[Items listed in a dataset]

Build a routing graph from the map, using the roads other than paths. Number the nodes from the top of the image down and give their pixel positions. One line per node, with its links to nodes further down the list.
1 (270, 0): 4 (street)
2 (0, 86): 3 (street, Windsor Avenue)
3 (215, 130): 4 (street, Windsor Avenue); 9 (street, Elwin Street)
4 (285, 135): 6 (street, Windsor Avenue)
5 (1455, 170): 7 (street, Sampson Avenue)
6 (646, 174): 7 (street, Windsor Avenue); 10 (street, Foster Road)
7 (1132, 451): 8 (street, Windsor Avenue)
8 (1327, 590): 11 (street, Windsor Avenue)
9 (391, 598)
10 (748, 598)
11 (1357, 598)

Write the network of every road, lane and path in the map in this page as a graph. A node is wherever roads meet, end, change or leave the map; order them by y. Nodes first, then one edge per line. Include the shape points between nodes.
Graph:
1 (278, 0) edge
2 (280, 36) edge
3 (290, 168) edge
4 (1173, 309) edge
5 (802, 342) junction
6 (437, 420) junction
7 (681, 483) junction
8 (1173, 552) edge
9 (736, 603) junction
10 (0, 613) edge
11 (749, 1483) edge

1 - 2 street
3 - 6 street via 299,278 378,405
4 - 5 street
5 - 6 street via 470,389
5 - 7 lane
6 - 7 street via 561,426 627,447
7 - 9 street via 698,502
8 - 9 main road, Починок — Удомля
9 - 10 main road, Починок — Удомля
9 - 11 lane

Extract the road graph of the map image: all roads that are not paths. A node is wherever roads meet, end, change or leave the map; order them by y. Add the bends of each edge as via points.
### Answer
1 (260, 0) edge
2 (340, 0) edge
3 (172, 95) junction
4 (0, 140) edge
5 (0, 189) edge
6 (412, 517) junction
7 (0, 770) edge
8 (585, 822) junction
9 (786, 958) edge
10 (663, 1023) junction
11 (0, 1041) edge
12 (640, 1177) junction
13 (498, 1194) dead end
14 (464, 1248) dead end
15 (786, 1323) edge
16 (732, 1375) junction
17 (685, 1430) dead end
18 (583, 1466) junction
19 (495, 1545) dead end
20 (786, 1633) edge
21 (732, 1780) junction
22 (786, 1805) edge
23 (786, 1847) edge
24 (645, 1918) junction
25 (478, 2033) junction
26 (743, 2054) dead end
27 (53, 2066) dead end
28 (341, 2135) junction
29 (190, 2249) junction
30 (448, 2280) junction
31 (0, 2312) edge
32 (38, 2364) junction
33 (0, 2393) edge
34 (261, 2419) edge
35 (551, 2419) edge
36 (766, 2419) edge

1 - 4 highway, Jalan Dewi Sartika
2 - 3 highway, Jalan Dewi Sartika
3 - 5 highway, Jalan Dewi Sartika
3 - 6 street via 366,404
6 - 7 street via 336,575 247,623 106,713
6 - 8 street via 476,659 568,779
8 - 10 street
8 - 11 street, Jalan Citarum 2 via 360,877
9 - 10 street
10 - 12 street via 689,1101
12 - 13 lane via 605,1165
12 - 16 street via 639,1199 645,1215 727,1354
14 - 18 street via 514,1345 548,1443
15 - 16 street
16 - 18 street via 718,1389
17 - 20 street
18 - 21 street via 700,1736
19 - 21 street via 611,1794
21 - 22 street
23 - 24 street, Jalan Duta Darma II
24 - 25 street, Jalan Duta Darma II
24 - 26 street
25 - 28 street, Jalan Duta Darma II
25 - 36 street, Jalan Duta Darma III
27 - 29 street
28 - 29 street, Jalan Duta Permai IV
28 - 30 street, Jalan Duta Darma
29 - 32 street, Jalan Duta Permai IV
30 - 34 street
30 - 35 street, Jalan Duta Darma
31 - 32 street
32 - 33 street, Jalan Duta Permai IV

▶ Work task
Whenever a line above contains "wherever", copy that line.

▶ Written response
Write the network of every road, lane and path in the map in this page as a graph. A node is wherever roads meet, end, change or leave the map; order them by y. Nodes first, then one edge per line. Include the shape points between nodes.
Extract the road graph of the map image: all roads that are not paths. A node is wherever roads meet, end, change or leave the map; order them by y. Add the bends of each edge as via points.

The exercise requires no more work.